# [EXERCISE OBJECTIVE]
Please find all lines containing "lane" in the listing below and copy them.

Segment Open

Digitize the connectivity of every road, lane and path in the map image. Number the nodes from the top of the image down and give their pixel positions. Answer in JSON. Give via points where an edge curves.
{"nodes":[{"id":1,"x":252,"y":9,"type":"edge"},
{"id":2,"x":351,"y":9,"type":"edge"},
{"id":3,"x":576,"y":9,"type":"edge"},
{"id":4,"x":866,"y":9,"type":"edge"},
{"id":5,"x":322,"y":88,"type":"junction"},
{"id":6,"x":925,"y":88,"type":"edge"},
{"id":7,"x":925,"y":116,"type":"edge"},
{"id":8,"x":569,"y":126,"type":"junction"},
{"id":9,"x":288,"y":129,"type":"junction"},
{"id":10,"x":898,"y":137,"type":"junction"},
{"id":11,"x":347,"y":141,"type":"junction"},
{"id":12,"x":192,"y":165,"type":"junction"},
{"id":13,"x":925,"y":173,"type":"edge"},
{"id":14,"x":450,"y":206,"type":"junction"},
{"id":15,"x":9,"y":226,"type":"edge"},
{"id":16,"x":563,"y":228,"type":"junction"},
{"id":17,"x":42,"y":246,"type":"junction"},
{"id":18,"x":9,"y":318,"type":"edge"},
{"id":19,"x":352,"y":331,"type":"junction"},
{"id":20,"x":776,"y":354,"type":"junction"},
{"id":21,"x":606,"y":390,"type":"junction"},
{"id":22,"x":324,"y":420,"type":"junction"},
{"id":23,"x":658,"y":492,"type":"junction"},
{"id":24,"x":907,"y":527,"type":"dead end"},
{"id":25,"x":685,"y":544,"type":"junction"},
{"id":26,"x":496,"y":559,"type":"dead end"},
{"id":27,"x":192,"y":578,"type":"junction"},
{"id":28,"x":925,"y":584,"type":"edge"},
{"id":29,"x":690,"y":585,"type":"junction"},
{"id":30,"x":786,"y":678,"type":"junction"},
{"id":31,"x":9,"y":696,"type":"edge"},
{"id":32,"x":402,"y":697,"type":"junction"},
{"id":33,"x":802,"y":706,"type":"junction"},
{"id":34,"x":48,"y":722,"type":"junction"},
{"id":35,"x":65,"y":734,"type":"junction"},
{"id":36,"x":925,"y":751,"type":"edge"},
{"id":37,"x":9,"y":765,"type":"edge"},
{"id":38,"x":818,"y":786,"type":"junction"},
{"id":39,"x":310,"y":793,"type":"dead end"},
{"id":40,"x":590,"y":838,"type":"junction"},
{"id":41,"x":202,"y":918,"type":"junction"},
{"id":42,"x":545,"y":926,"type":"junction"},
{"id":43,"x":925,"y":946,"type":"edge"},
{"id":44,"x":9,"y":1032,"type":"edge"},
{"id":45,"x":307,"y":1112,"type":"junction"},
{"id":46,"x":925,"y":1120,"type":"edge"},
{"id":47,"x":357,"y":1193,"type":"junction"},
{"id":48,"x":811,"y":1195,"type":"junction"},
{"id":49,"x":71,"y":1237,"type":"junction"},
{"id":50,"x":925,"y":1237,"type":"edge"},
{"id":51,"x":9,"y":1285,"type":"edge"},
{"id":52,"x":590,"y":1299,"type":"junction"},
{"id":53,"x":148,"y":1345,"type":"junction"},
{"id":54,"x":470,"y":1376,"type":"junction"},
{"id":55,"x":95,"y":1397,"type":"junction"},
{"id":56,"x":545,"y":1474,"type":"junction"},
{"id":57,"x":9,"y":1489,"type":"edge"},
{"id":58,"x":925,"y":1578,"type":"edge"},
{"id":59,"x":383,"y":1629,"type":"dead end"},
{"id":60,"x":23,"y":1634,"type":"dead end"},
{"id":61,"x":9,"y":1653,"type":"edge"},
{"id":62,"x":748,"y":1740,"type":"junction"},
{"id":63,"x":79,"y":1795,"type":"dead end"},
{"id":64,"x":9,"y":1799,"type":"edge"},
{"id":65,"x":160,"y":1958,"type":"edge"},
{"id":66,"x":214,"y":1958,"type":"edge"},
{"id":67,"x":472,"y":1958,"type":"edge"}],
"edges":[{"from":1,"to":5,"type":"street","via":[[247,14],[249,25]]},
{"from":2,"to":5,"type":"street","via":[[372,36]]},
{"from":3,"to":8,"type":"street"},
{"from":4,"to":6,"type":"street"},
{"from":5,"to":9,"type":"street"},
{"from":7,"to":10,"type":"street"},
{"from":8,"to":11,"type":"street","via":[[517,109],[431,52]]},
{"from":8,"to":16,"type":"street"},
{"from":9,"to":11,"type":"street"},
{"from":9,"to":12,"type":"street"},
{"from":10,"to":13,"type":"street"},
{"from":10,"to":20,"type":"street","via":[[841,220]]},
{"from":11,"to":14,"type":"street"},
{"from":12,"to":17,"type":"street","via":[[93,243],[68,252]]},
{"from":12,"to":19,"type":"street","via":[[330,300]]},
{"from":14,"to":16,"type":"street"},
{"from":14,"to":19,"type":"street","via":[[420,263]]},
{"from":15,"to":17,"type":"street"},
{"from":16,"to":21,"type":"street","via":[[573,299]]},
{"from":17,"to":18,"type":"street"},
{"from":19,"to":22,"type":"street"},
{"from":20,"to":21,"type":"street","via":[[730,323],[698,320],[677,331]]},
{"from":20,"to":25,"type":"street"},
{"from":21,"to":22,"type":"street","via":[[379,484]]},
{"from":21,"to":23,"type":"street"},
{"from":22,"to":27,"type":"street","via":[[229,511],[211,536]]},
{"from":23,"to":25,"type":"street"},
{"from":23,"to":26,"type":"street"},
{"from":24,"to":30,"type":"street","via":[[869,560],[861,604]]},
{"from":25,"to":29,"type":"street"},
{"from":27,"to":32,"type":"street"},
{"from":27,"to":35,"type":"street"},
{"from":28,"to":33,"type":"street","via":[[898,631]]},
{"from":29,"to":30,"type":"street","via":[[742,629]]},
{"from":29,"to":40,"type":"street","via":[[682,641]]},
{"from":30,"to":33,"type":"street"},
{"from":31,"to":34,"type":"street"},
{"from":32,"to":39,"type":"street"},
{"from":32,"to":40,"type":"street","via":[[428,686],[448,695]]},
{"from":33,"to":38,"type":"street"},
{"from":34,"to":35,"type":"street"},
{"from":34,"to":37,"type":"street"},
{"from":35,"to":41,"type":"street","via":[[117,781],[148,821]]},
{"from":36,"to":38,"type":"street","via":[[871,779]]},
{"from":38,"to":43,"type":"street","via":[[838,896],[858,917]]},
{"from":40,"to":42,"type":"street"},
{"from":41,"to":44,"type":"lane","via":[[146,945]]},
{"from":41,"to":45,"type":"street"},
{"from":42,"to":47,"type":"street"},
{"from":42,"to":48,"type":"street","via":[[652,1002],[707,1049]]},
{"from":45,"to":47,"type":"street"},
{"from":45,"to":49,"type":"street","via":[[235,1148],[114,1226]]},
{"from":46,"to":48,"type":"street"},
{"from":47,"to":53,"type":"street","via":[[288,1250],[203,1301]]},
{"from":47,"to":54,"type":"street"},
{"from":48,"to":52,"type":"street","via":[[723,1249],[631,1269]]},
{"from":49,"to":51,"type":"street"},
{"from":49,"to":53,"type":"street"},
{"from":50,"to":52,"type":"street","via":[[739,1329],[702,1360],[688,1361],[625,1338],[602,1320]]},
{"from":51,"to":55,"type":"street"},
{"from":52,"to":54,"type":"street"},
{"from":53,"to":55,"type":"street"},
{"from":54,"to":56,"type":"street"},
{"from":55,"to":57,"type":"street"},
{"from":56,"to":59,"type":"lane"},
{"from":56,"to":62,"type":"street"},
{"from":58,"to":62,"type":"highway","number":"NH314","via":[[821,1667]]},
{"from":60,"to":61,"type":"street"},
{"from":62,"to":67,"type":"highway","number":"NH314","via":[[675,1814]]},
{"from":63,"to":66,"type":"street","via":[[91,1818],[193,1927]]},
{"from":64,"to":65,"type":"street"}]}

Segment Closed

# [RESPONSE FOR THIS EXERCISE]
Digitize the connectivity of every road, lane and path in the map image. Number the nodes from the top of the image down and give their pixel positions. Answer in JSON. Give via points where an edge curves.
{"from":41,"to":44,"type":"lane","via":[[146,945]]},
{"from":56,"to":59,"type":"lane"},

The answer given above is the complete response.